DUBAI (AFX) - Veteran Syrian Vice President Abdel Halim Khaddam, widely regarded as the architect of his government's Lebanon policy before its troop pullout in April, announced his resignation on Friday.
'I have decided to resign,' he told the Dubai-based satellite television Al-Arabiya in an interview from Paris.
Khaddam said he was 'convinced that the process of development and reforms, be they political, economic or administrative, will not succeed' and that he preferred to choose 'the motherland' over 'the regime'.
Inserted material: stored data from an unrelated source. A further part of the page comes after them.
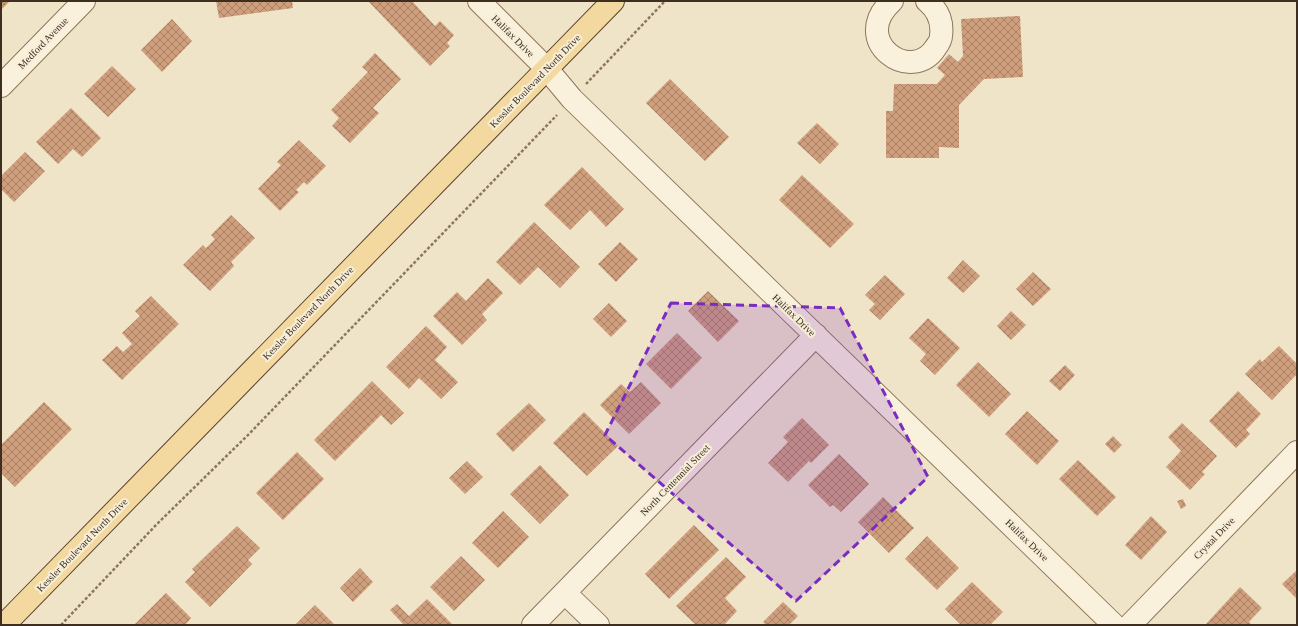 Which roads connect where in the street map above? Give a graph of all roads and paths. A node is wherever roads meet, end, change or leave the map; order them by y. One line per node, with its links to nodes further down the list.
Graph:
1 (84, 1): 8 (street, Medford Avenue)
2 (478, 1): 7 (street, Halifax Drive)
3 (612, 1): 7 (main road, Kessler Boulevard North Drive)
4 (666, 1): 9 (path)
5 (892, 1): 6 (street)
6 (927, 1)
7 (547, 69): 9 (street, Halifax Drive); 13 (main road, Kessler Boulevard North Drive)
8 (1, 86)
9 (572, 99): 10 (street, Halifax Drive); 14 (path)
10 (816, 335): 12 (street, North Centennial Street); 17 (street, Halifax Drive)
11 (1297, 452): 18 (street, Crystal Drive)
12 (565, 592): 15 (street, North Centennial Street); 16 (street)
13 (4, 625)
14 (61, 625)
15 (534, 625)
16 (598, 625)
17 (1114, 625)
18 (1130, 625) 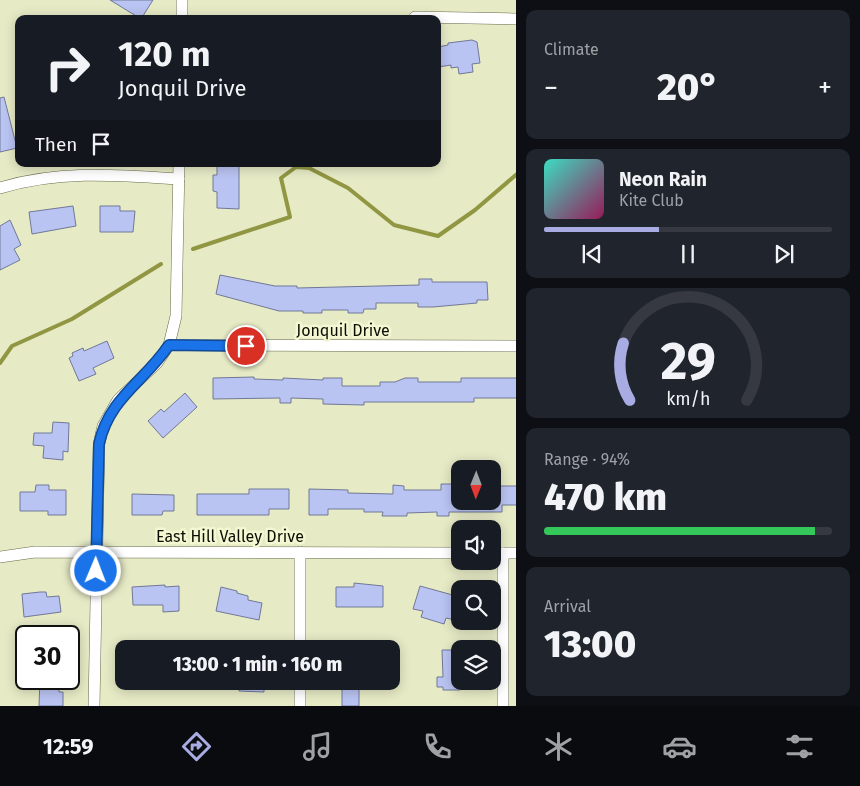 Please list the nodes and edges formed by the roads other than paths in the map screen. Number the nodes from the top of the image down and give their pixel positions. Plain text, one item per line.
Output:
1 (182, 0) edge
2 (182, 15) edge
3 (441, 17) edge
4 (516, 18) edge
5 (179, 167) edge
6 (179, 179) junction
7 (0, 188) edge
8 (169, 345) junction
9 (516, 346) edge
10 (97, 552) junction
11 (300, 552) junction
12 (451, 553) edge
13 (501, 553) edge
14 (516, 553) edge
15 (0, 557) edge
16 (499, 570) edge
17 (300, 640) edge
18 (300, 690) edge
19 (94, 706) edge
20 (300, 706) edge
21 (503, 706) edge

1 - 2 street
3 - 4 street
5 - 6 street
6 - 7 street
6 - 8 street
8 - 9 street, Jonquil Drive
8 - 10 street
10 - 11 street, East Hill Valley Drive
10 - 15 street, East Hill Valley Drive
10 - 19 street
11 - 12 street, East Hill Valley Drive
11 - 17 street
13 - 14 street
16 - 21 street
18 - 20 street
The vice president first asked to resign at a congress of Syria's ruling Baath party in June, but there had been no word since on whether President Bashar al-Assad had accepted the resignation.
At the time, he criticised Syrian foreign policy leading up to the withdrawal from Lebanon after a 29-year deployment under international pressure over former Lebanese premier Rafiq Hariri's assassination.
Khaddam, who long served Bashar's father Hafez before his death in 2000, was also close to former interior minister Ghazi Kanaan, for 20 years Syria's intelligence chief in Lebanon, who committed suicide in October.
Lebanese media speculated at the time that Kanaan had been killed because he was about to reveal the authors of Hariri's killing for which a UN probe has implicated Syrian intelligence.
Khaddam now lives in Paris and, like Kanaan, was also close to the pro-Western Hariri, who was killed in a February bomb blast in Beirut.
Kanaan and Khaddam were reportedly stripped of responsibility for the Lebanon file by Assad, in keeping with an agreement with pro-Syrian Lebanese President Emile Lahoud who accused the two men of being in Hariri's pay.